Huitième palier en descente verticale. L’absence de toute vie avait diminué leur méfiance. Prêts à traverser un nouveau lieu de stockage inanimé, ils déboulèrent sans prévenir dans un endroit beaucoup plus grand et surtout beaucoup plus éclairé.

Une lumière vive les stoppa, leur faisant dresser par réflexe leur avant-bras pour protéger leurs yeux, et leur laisser le temps de régler leur lunette de perception. S’en suivit un silence évocateur du trouble qui les envahissait.

Scalp fut le premier à s’exprimer, en déclarant plus à son intention.

— C’est quoi ce bordel, on est où là ?

Il tourna sa tête pour savoir si les autres discernaient la même chose que lui, sans lâcher son fusil.

Ici, plus de caissons hors d’âge, l’endroit faisait la taille d’un hangar, l’éclairage fonctionnait très bien et surtout, ils avaient tous reconnu le lieu, puisqu’il s’agissait du centre expéditionnaire.

Ils restèrent figés un court instant, avant de reprendre leur réflexe.

— Le détecteur de mouvement est muet, déclara Corkos pour briser ce silence trop pesant.

Le hall immense qui d’habitude grouillait de vie était désert, sans personnel ni véhicule, seuls des papiers traînaient sur le sol, abandonnés à la va-vite comme après un départ précipité.

Nuissandre accusait mal le coup, elle réalisa son imprudence en sous-estimant l’IA de la sphère.

— On reste calme, que tout le monde garde son sang-froid, il doit s’agir d’une simulation un hologramme.

Remarque qui ne satisfaisait pas le vautour.

— Et comment l’aurait-elle imaginé cet hologramme, sur quelle base de données ?

La voix manquait d’assurance, mais tous se posaient pourtant cette même question.
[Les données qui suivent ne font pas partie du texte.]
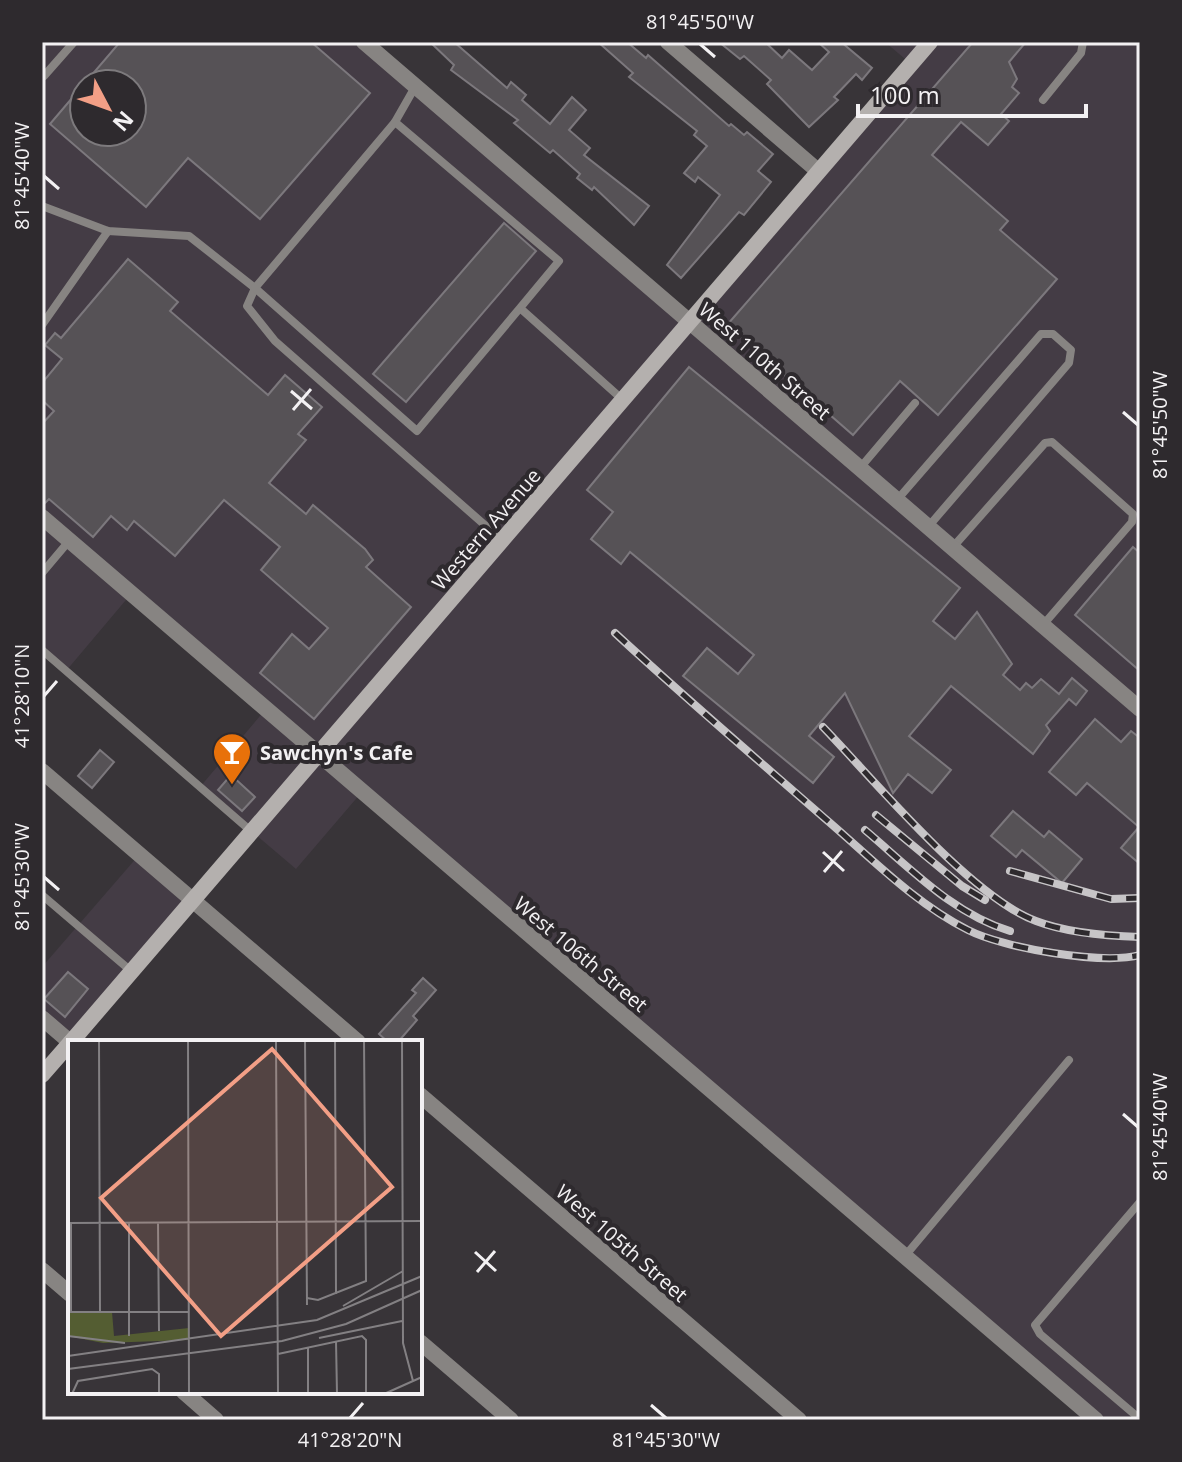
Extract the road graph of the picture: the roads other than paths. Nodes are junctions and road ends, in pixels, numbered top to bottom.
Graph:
1 (74, 42) edge
2 (364, 42) edge
3 (668, 42) edge
4 (930, 42) edge
5 (1083, 42) edge
6 (44, 76) edge
7 (415, 87) junction
8 (1043, 100) dead end
9 (395, 122) junction
10 (818, 171) junction
11 (42, 206) edge
12 (108, 231) junction
13 (255, 288) junction
14 (520, 308) junction
15 (691, 323) junction
16 (42, 325) edge
17 (624, 401) junction
18 (915, 403) dead end
19 (860, 469) junction
20 (897, 500) junction
21 (42, 517) edge
22 (1136, 522) edge
23 (928, 527) junction
24 (70, 540) junction
25 (503, 541) junction
26 (952, 548) junction
27 (42, 573) edge
28 (1043, 626) junction
29 (42, 650) edge
30 (1140, 709) edge
31 (318, 755) junction
32 (42, 771) edge
33 (253, 832) junction
34 (42, 895) edge
35 (194, 902) junction
36 (132, 972) junction
37 (42, 1018) edge
38 (68, 1040) edge
39 (72, 1040) edge
40 (356, 1040) edge
41 (68, 1044) edge
42 (1069, 1060) dead end
43 (42, 1075) edge
44 (422, 1097) edge
45 (1140, 1202) edge
46 (905, 1256) junction
47 (42, 1270) edge
48 (68, 1292) edge
49 (422, 1344) edge
50 (186, 1394) edge
51 (1140, 1419) edge
52 (216, 1420) edge
53 (511, 1420) edge
54 (799, 1420) edge
55 (1096, 1420) edge

1 - 6 lane
2 - 7 street, West 110th Street
3 - 10 street
4 - 10 street, Western Avenue
5 - 8 lane
7 - 9 lane
7 - 15 street, West 110th Street
9 - 13 lane
9 - 14 lane
10 - 15 street, Western Avenue
11 - 12 lane
12 - 13 lane
12 - 16 lane
13 - 14 lane
13 - 25 lane
14 - 17 lane
15 - 17 street, Western Avenue
15 - 19 street, West 110th Street
17 - 25 street, Western Avenue
18 - 19 lane
19 - 20 street, West 110th Street
20 - 23 street, West 110th Street
20 - 23 lane
21 - 24 street, West 106th Street
22 - 26 lane
22 - 28 lane
23 - 26 street, West 110th Street
24 - 27 lane
24 - 31 street, West 106th Street
25 - 31 street, Western Avenue
26 - 28 street, West 110th Street
28 - 30 street, West 110th Street
29 - 33 lane
31 - 33 street, Western Avenue
31 - 46 street, West 106th Street
32 - 35 street
33 - 35 street, Western Avenue
34 - 36 lane
35 - 36 street, Western Avenue
35 - 40 street
36 - 39 street, Western Avenue
37 - 38 street
41 - 43 street, Western Avenue
42 - 46 lane
44 - 54 street, West 105th Street
45 - 51 lane
46 - 55 street, West 106th Street
47 - 48 street
49 - 53 street
50 - 52 street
Pour éviter de les laisser réfléchir à cette incohérence, l’elfe leur distribua des ordres clairs sur lesquels ils pouvaient s’appuyer.

— On reste concentré, on ratisse la zone, on repère toutes les issues, Scalp trouve nous une entrée au réseau, et on fait le point dans 15 mc, Exécution !
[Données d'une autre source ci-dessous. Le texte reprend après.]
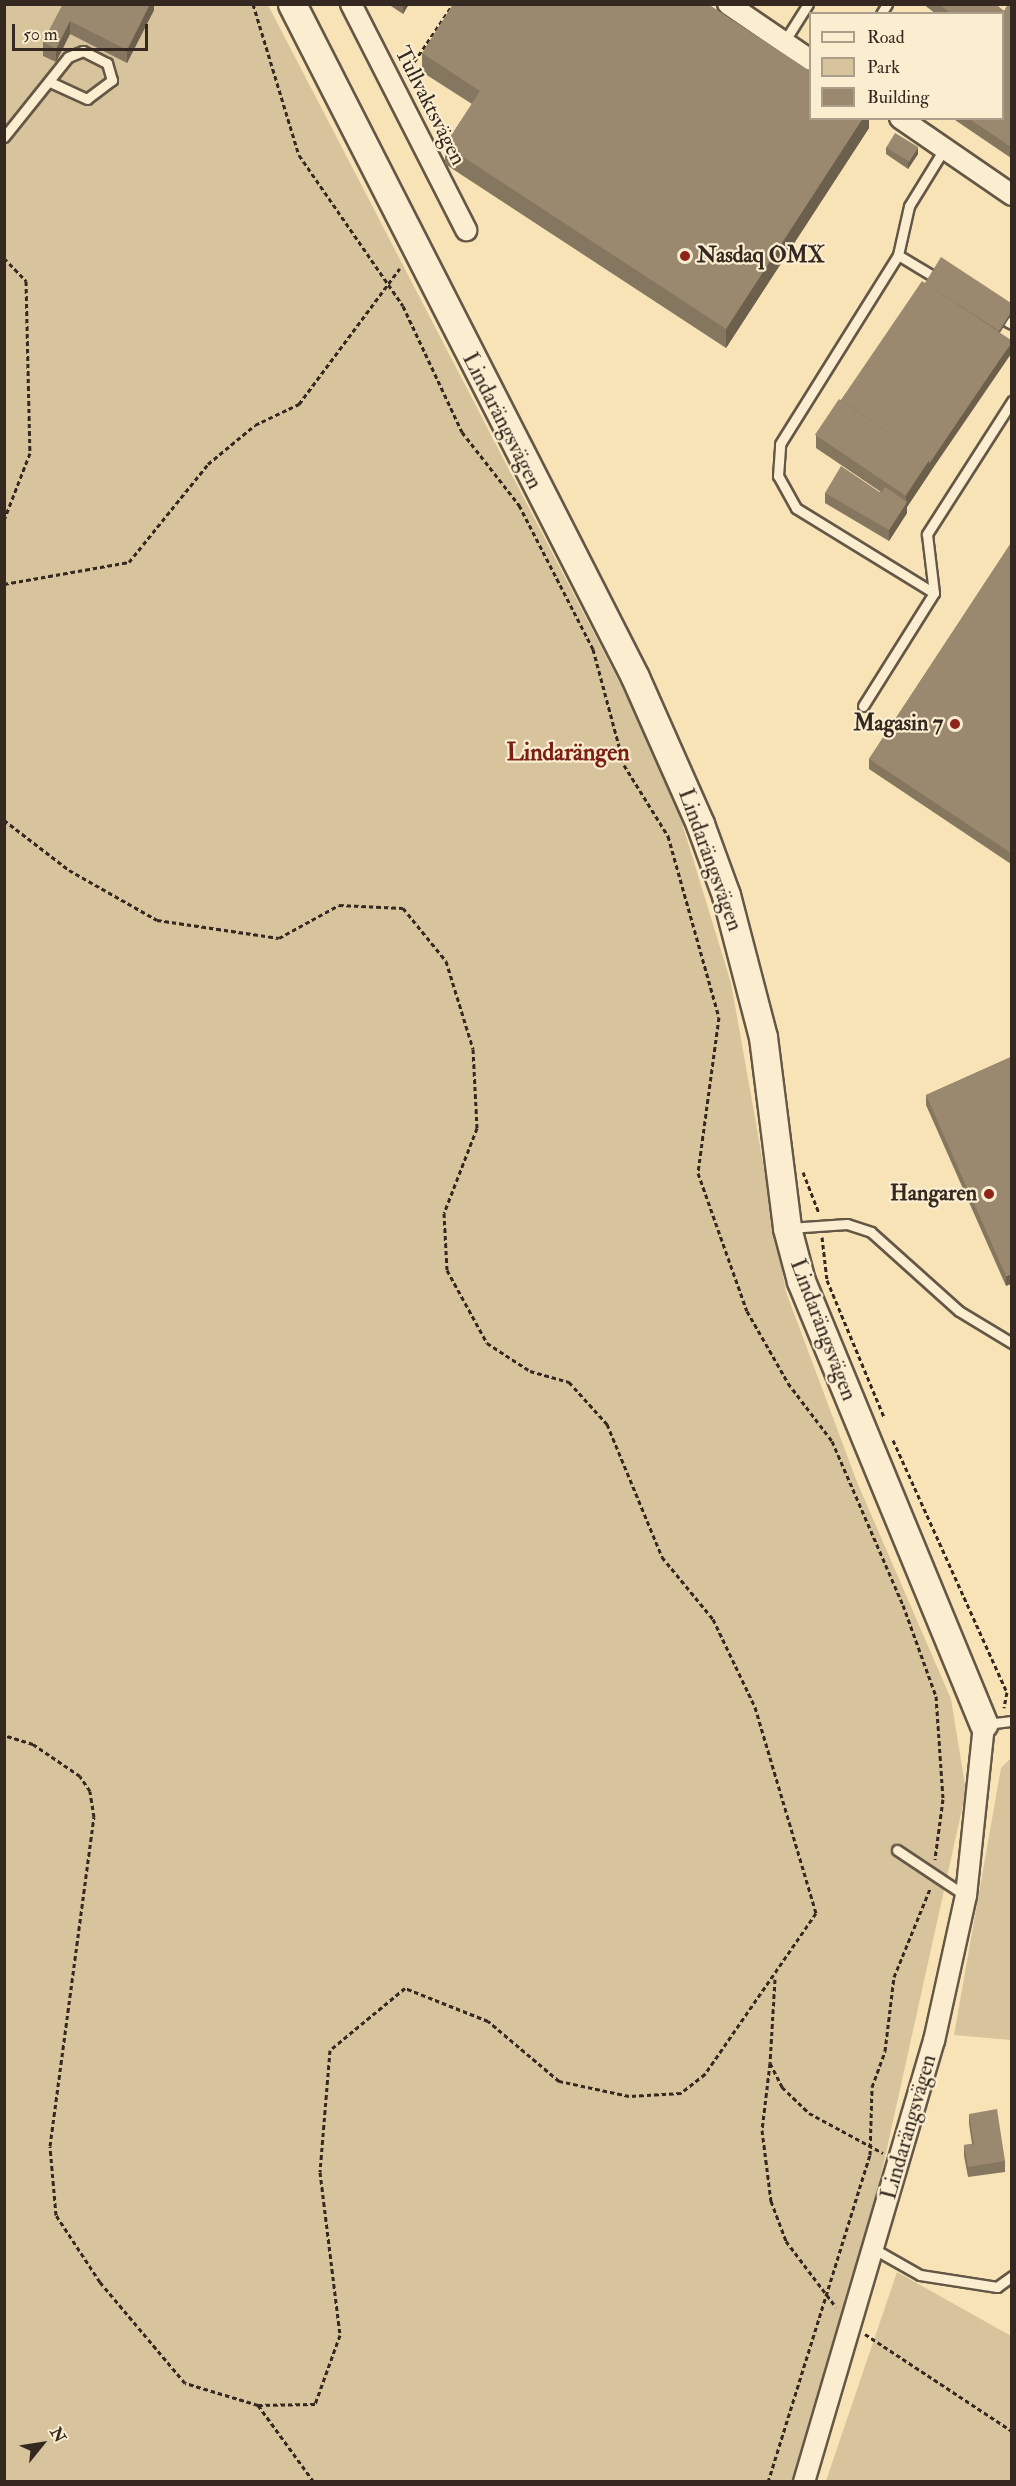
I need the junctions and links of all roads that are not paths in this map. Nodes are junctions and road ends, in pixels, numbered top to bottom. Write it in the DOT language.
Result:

Ils se dispersèrent en silence. Nuissandre voulait s’assurer d’une chose, et préféra anticiper la prochaine déconvenue seule. Elle se dirigea d’un pas rapide vers les box, son fusil toujours à l’épaule, découvrit l’alignement de portes, toutes vierges de référence sauf une, dont l’inscription lui fit augmenter son rythme cardiaque, Mission 4. 779 — S, la leur.

Elle arracha la bande adhésive pour la glisser dans sa veste et balança un coup de pied rageur qui l’envoya claquer contre le mur. L’intérieur était identique comme tout le reste. Elle s’approcha à pas lent vers les tables, son cœur battait de plus en plus vite, une angoisse sourde commença à l’étreindre, alimentait par la crainte de ce qu’elle allait trouver.
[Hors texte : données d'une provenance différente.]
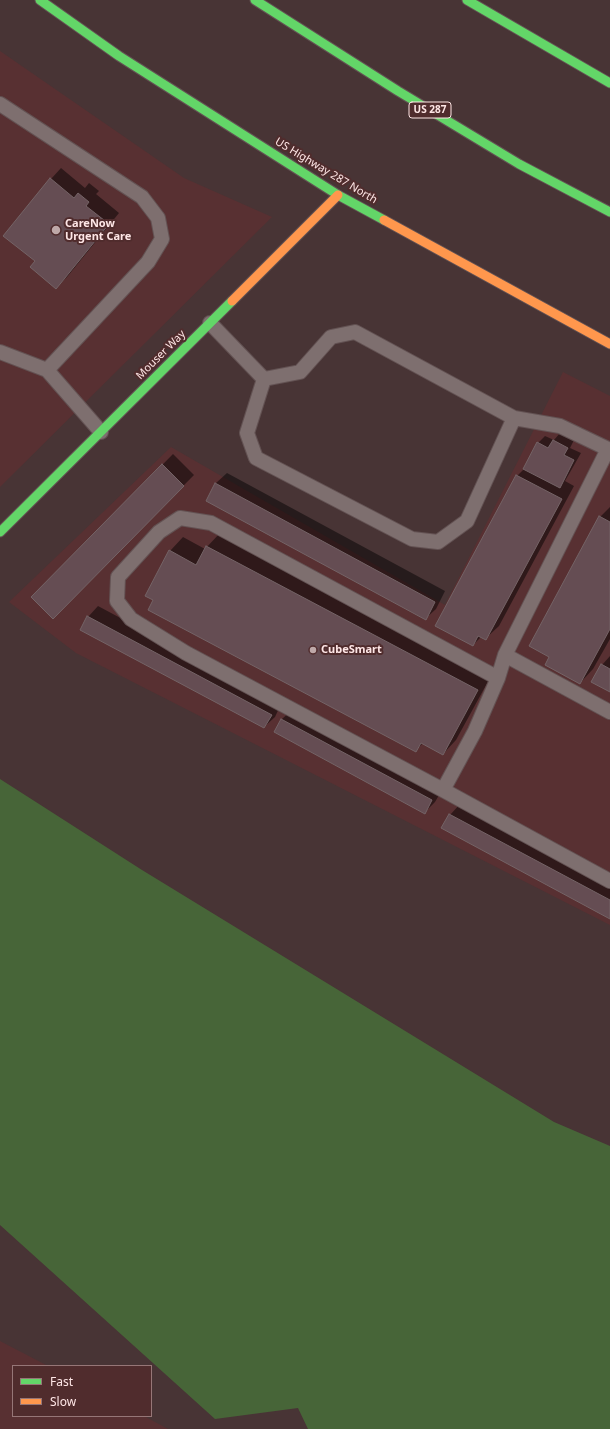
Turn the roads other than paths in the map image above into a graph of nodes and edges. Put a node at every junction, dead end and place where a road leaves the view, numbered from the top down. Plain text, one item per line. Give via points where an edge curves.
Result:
1 (40, 0) edge
2 (255, 0) edge
3 (467, 0) edge
4 (610, 83) edge
5 (0, 104) edge
6 (338, 195) junction
7 (610, 212) edge
8 (210, 323) junction
9 (610, 344) edge
10 (0, 352) edge
11 (47, 370) junction
12 (264, 379) junction
13 (514, 418) junction
14 (101, 432) junction
15 (609, 448) edge
16 (0, 532) edge
17 (505, 655) junction
18 (498, 678) junction
19 (610, 712) edge
20 (442, 790) junction
21 (610, 882) edge

1 - 6 main road, US Highway 287 North via 119,56
2 - 7 main road, US 287 via 519,164
3 - 4 main road
5 - 11 lane via 142,197 158,218 161,232 162,239 148,262
6 - 8 main road, Mouser Way
6 - 9 main road, US Highway 287 North
8 - 12 lane
8 - 14 main road, Mouser Way
10 - 11 lane
11 - 14 lane
12 - 13 lane via 300,372 331,337 355,332
12 - 13 lane via 247,433 256,458 412,539 438,542 467,521
13 - 15 lane via 560,426
14 - 16 main road, Mouser Way
15 - 17 lane
17 - 18 lane
17 - 19 lane
18 - 20 lane via 475,731
18 - 20 lane via 211,523 180,518 159,532 118,577 117,601 131,620 186,653
20 - 21 lane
Son regard se posa sur la surface des seuls meubles qui l’occupait, et aperçut le plan, son plan qu’elle avait utilisé lors du briefing avant de partir. Sidérée, elle glissa son fusil en bandoulière derrière son dos et s’en saisit.

Tout y était notifié dans les moindres détails, comme dans l’original.

Le message était clair, l’IA les saluait à sa manière.